The University of Arkansas for Medical Sciences (UAMS) has acquired a 4K-resolution virtual dissection table that allows students to explore human anatomy in 3D with simple gestures common on the average smartphone.
Students can swipe, scroll and zoom to rotate images in 3D, explore inside the human body, swipe off sections with a virtual “knife” and touch to remove layers or organs so they can explore deeper inside the body.
Digital archives from UAMS and the wider public give students access to cases, where they might see the effects of a specific condition or treatment. They can learn to read different types of scans — like CT, MRI, X-ray, and ultrasound — or practice their skills with microscopy.
“It’s not unusual for students to be using the table, see something they can’t explain, and go looking for the answer. When we inspire curiosity in students, they are more engaged in learning,” said David L. Davies, PhD, co-director of the Division of Clinical Anatomy in the College of Medicine. “It’s critical thinking, it’s investigative, like a puzzle they’re trying to piece together – and that’s the kind of thinking we want to inspire in future healthcare professionals.”
UAMS’ Sectra Table was one of the first 4K-resolution models delivered in the United States and is the only one in Arkansas. The $90,000 table is part of a $1.3 million renovation this summer to the College of Medicine’s anatomy lab.
The technology is cloud-based, so students can gather around the table to explore it in small groups or send images into lecture hall displays for large-group discussions.
The table has been used with some of UAMS’ summer programs for students of all ages who are interested in the medical sciences. In the fall, medical students, residents, nursing students, physician assistants, radiology students, and others will encounter it as part of the curriculum and have access to it 24/7 for independent study in the College of Medicine gross anatomy laboratory.
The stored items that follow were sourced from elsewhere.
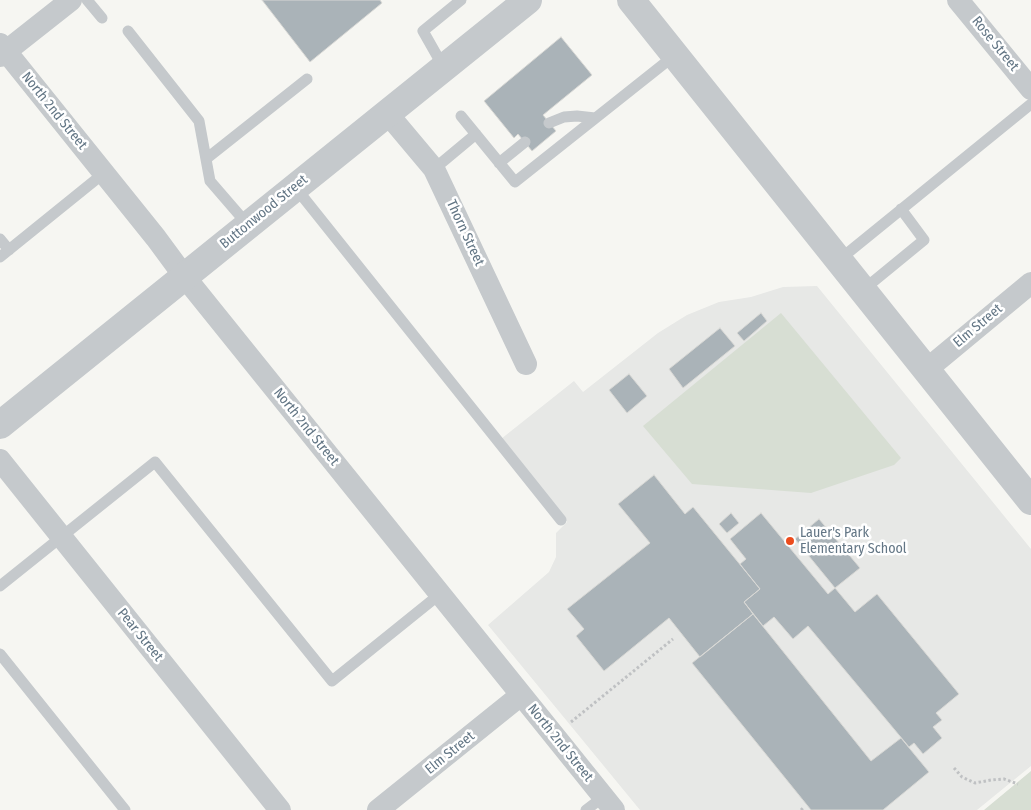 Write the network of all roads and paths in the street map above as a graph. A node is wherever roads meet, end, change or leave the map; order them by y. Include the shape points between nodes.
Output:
1 (71, 0) edge
2 (87, 0) edge
3 (528, 0) edge
4 (631, 0) edge
5 (958, 0) edge
6 (456, 2) edge
7 (102, 18) dead end
8 (128, 31) dead end
9 (2, 50) edge
10 (675, 55) junction
11 (444, 68) junction
12 (307, 79) dead end
13 (1031, 89) edge
14 (1031, 104) edge
15 (387, 113) junction
16 (461, 116) dead end
17 (595, 118) junction
18 (550, 122) dead end
19 (476, 134) junction
20 (525, 142) dead end
21 (206, 159) junction
22 (499, 163) junction
23 (434, 169) junction
24 (104, 173) junction
25 (294, 187) junction
26 (901, 210) junction
27 (248, 225) junction
28 (0, 240) edge
29 (4, 254) edge
30 (839, 260) junction
31 (184, 276) junction
32 (1029, 287) edge
33 (863, 290) junction
34 (526, 364) dead end
35 (926, 370) junction
36 (0, 425) edge
37 (0, 460) edge
38 (1031, 501) edge
39 (561, 520) dead end
40 (61, 537) junction
41 (0, 586) edge
42 (440, 594) junction
43 (673, 639) dead end
44 (0, 654) edge
45 (521, 695) junction
46 (564, 727) dead end
47 (954, 768) dead end
48 (1018, 784) dead end
49 (601, 806) edge
50 (125, 810) edge
51 (280, 810) edge
52 (378, 810) edge

1 - 9 street
2 - 7 lane
3 - 11 street, Buttonwood Street
4 - 10 street
5 - 13 street, Rose Street
6 - 11 lane via 423,31
8 - 21 lane via 199,121
9 - 24 street, North 2nd Street
10 - 17 lane
10 - 30 street
11 - 15 street, Buttonwood Street
12 - 21 lane
14 - 26 lane
15 - 23 street, Thorn Street
15 - 25 street, Buttonwood Street
16 - 19 lane
17 - 18 lane via 564,117
17 - 22 lane via 515,182
19 - 22 lane
19 - 23 lane
20 - 22 lane
21 - 27 lane via 210,180
23 - 34 street, Thorn Street
24 - 29 lane
24 - 31 street, North 2nd Street
25 - 27 street, Buttonwood Street
25 - 39 lane
26 - 30 lane
26 - 33 lane via 924,240
27 - 31 street, Buttonwood Street
28 - 29 lane
30 - 33 street
31 - 36 street, Buttonwood Street
31 - 42 street, North 2nd Street
32 - 35 street, Elm Street
33 - 35 street
35 - 38 street
37 - 40 street, Pear Street
40 - 41 lane
40 - 42 lane via 155,462 332,681
40 - 51 street, Pear Street
42 - 45 street, North 2nd Street
43 - 46 path
44 - 50 lane
45 - 49 street, North 2nd Street
45 - 52 street, Elm Street
47 - 48 path via 962,777 976,783 1004,779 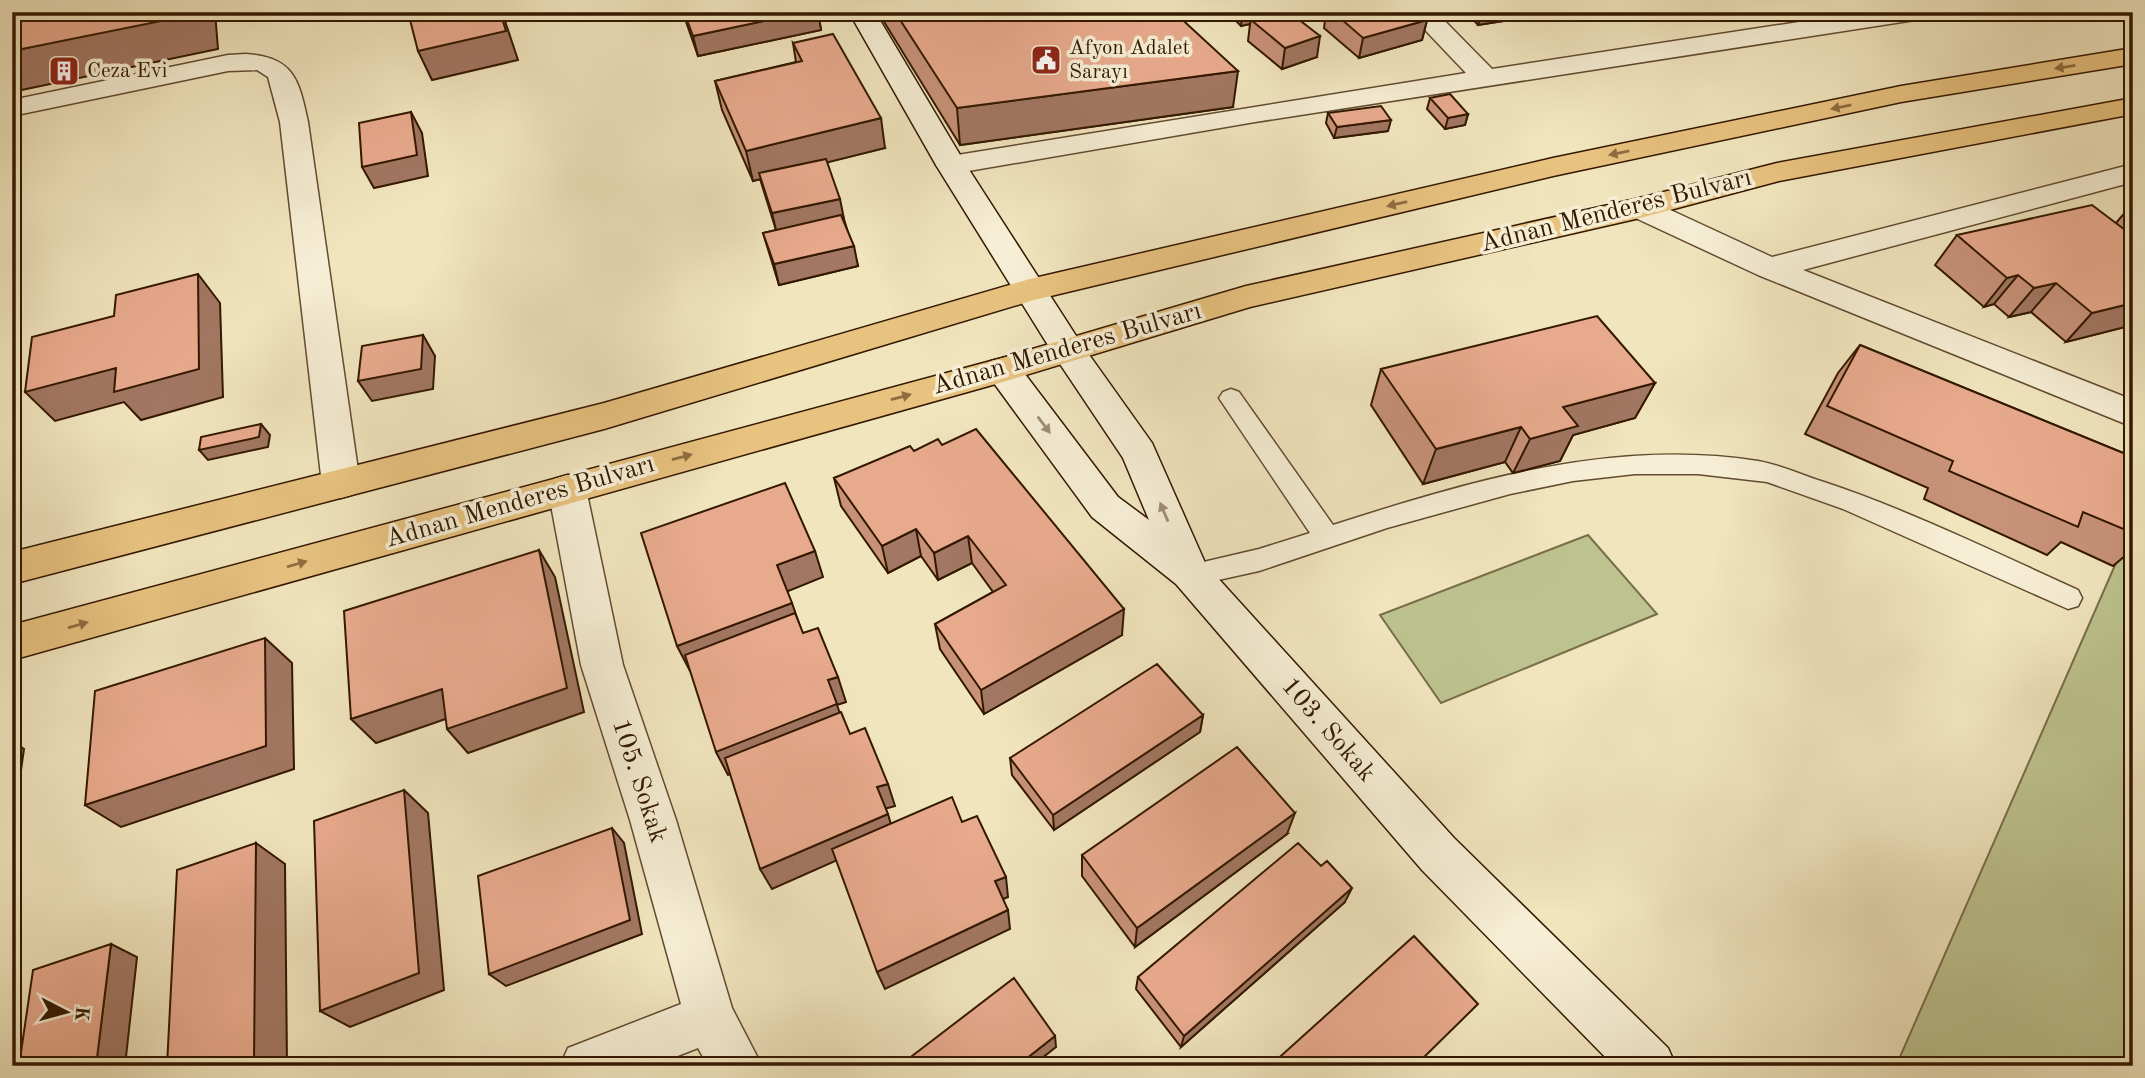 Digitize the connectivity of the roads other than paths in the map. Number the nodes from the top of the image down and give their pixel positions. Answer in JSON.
{"nodes":[{"id":1,"x":862,"y":12,"type":"edge"},
{"id":2,"x":1421,"y":12,"type":"edge"},
{"id":3,"x":1728,"y":12,"type":"edge"},
{"id":4,"x":1915,"y":12,"type":"edge"},
{"id":5,"x":1758,"y":37,"type":"junction"},
{"id":6,"x":2133,"y":56,"type":"edge"},
{"id":7,"x":1487,"y":80,"type":"junction"},
{"id":8,"x":2133,"y":106,"type":"edge"},
{"id":9,"x":12,"y":108,"type":"edge"},
{"id":10,"x":951,"y":165,"type":"junction"},
{"id":11,"x":2133,"y":173,"type":"edge"},
{"id":12,"x":1640,"y":208,"type":"junction"},
{"id":13,"x":1769,"y":268,"type":"junction"},
{"id":14,"x":1030,"y":290,"type":"junction"},
{"id":15,"x":1068,"y":351,"type":"junction"},
{"id":16,"x":1003,"y":370,"type":"junction"},
{"id":17,"x":1231,"y":398,"type":"dead end"},
{"id":18,"x":2133,"y":414,"type":"edge"},
{"id":19,"x":341,"y":484,"type":"junction"},
{"id":20,"x":567,"y":489,"type":"junction"},
{"id":21,"x":1326,"y":536,"type":"junction"},
{"id":22,"x":12,"y":568,"type":"edge"},
{"id":23,"x":1191,"y":575,"type":"junction"},
{"id":24,"x":2068,"y":598,"type":"dead end"},
{"id":25,"x":12,"y":643,"type":"edge"},
{"id":26,"x":710,"y":1018,"type":"junction"},
{"id":27,"x":586,"y":1066,"type":"edge"},
{"id":28,"x":736,"y":1066,"type":"edge"},
{"id":29,"x":1650,"y":1066,"type":"edge"}],
"edges":[{"from":1,"to":10,"type":"street","name":"103. Sokak"},
{"from":2,"to":7,"type":"street"},
{"from":3,"to":5,"type":"street"},
{"from":4,"to":5,"type":"street"},
{"from":5,"to":7,"type":"street"},
{"from":6,"to":14,"type":"main road","name":"Adnan Menderes Bulvarı","one_way":true},
{"from":7,"to":10,"type":"street"},
{"from":8,"to":12,"type":"main road","name":"Adnan Menderes Bulvarı"},
{"from":9,"to":19,"type":"street"},
{"from":10,"to":14,"type":"street","name":"103. Sokak"},
{"from":11,"to":13,"type":"street"},
{"from":12,"to":13,"type":"street"},
{"from":12,"to":15,"type":"main road","name":"Adnan Menderes Bulvarı"},
{"from":13,"to":18,"type":"street"},
{"from":14,"to":15,"type":"street","name":"103. Sokak"},
{"from":14,"to":19,"type":"main road","name":"Adnan Menderes Bulvarı"},
{"from":15,"to":16,"type":"main road","name":"Adnan Menderes Bulvarı"},
{"from":23,"to":15,"type":"street","name":"103. Sokak","one_way":true},
{"from":20,"to":16,"type":"main road","name":"Adnan Menderes Bulvarı","one_way":true},
{"from":16,"to":23,"type":"street","one_way":true},
{"from":17,"to":21,"type":"lane"},
{"from":19,"to":22,"type":"main road","name":"Adnan Menderes Bulvarı"},
{"from":25,"to":20,"type":"main road","name":"Adnan Menderes Bulvarı","one_way":true},
{"from":20,"to":26,"type":"street","name":"105. Sokak"},
{"from":21,"to":23,"type":"lane"},
{"from":21,"to":24,"type":"lane"},
{"from":23,"to":29,"type":"street","name":"103. Sokak"},
{"from":26,"to":27,"type":"street"},
{"from":26,"to":28,"type":"street","name":"105. Sokak"}]} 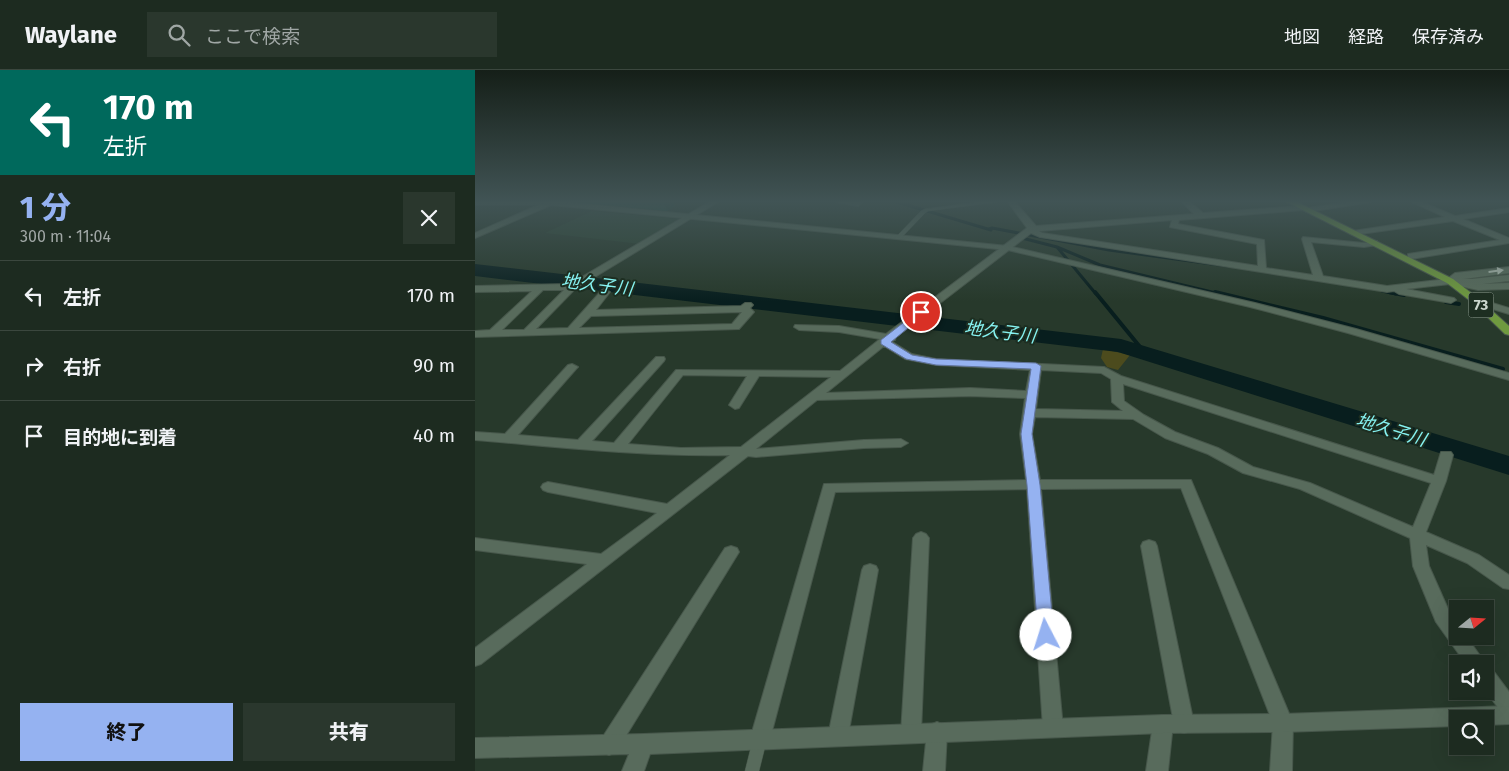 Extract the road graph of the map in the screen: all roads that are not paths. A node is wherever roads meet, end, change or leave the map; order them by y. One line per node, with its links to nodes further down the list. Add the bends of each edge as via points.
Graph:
1 (659, 235): 20 (street)
2 (875, 235): 9 (street)
3 (901, 235): 9 (lane)
4 (1024, 235): 12 (street)
5 (1039, 235): 14 (street)
6 (1223, 235): 14 (street, via 1261,242)
7 (1357, 235): 11 (main road, 73)
8 (1494, 235): 10 (street)
9 (899, 237): 12 (street)
10 (1509, 241): 13 (street)
11 (1374, 243): 17 (street, via 1363,245 1306,239); 18 (main road, 73)
12 (1011, 245): 35 (street); 41 (street, via 1352,331)
13 (1411, 256)
14 (1261, 269): 17 (street)
15 (1509, 270): 18 (street, one-way to 15, via 1455,276)
16 (1509, 278): 18 (street)
17 (1319, 279): 23 (street)
18 (1450, 281): 19 (street, via 1478,287); 23 (street); 26 (main road, 73)
19 (1509, 286)
20 (573, 287): 21 (street); 31 (street)
21 (539, 288): 22 (street); 33 (street)
22 (475, 289)
23 (1387, 289): 25 (street)
24 (605, 292): 28 (street)
25 (1451, 300)
26 (1476, 301): 27 (street); 32 (main road, 73)
27 (1509, 311)
28 (587, 313): 30 (street); 30 (street, via 746,307 749,312 735,328)
29 (799, 327): 35 (street, via 839,329)
30 (571, 331): 31 (street)
31 (527, 332): 33 (street)
32 (1509, 332)
33 (493, 333): 34 (street)
34 (475, 334)
35 (888, 340): 38 (street, via 909,357 936,362); 40 (street)
36 (660, 359): 51 (street)
37 (572, 366): 49 (street)
38 (1036, 366): 42 (street, via 1104,370); 43 (street)
39 (755, 373): 40 (street); 45 (street); 52 (street, via 680,372)
40 (843, 374): 44 (street)
41 (1509, 377)
42 (1117, 378): 47 (street, via 1118,402); 55 (street)
43 (1033, 395): 44 (street, via 970,392); 46 (street)
44 (814, 397): 53 (street)
45 (735, 405)
46 (1030, 413): 47 (street); 56 (street, via 1026,434)
47 (1136, 415): 59 (street, via 1170,435 1213,451 1248,470 1305,486)
48 (475, 436): 49 (street)
49 (508, 439): 51 (street)
50 (901, 443): 53 (street, via 756,453)
51 (583, 444): 52 (street)
52 (619, 447): 53 (street, via 681,452)
53 (745, 451): 58 (street)
54 (1446, 455): 55 (street)
55 (1439, 481): 59 (street)
56 (1034, 485): 72 (street, via 1185,483); 75 (street); 79 (street, via 829,487)
57 (548, 487): 58 (street)
58 (671, 510): 64 (street)
59 (1417, 535): 66 (street, via 1473,559); 67 (street, via 1421,566 1445,622)
60 (921, 538): 77 (street)
61 (475, 544): 64 (street)
62 (1149, 546): 74 (street)
63 (731, 552): 81 (street)
64 (603, 560): 68 (street)
65 (870, 570): 78 (street)
66 (1509, 584)
67 (1470, 655)
68 (475, 658)
69 (1494, 687): 70 (street)
70 (1509, 707)
71 (1509, 715): 72 (street)
72 (1283, 723): 74 (street); 87 (street)
73 (1163, 724): 74 (street); 75 (street); 86 (street)
74 (1184, 724)
75 (1053, 728): 76 (street)
76 (937, 732): 77 (street); 85 (street)
77 (911, 733): 78 (street)
78 (838, 736): 79 (street)
79 (760, 739): 80 (street); 84 (lane)
80 (643, 744): 81 (street); 83 (street)
81 (609, 745): 82 (street)
82 (475, 748)
83 (633, 771)
84 (752, 771)
85 (934, 771)
86 (1157, 771)
87 (1281, 771)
Kevin D. Phelan, PhD, co-director of the Division of Clinical Anatomy, said that often students struggle to understand the 3D relationships between parts of the body, even if they have performed a dissection or seen many 2D diagrams.
“Tools like these can be a powerful way for students to visualize human anatomy and really orient themselves with the kind of expertise they will need,” Phelan said.
Davies said it is also incredibly important for students to learn to interact with technology.
“We’re training people today who are probably going to be in practice in 2060,” Davies said. “Technology and its relationship to medicine changes rapidly, so it’s important for our students to be comfortable using it. There are many surgical practices today that already use tools like these to scan a patient and plan the surgery. Our students are going to encounter this and technologies like it in their careers.”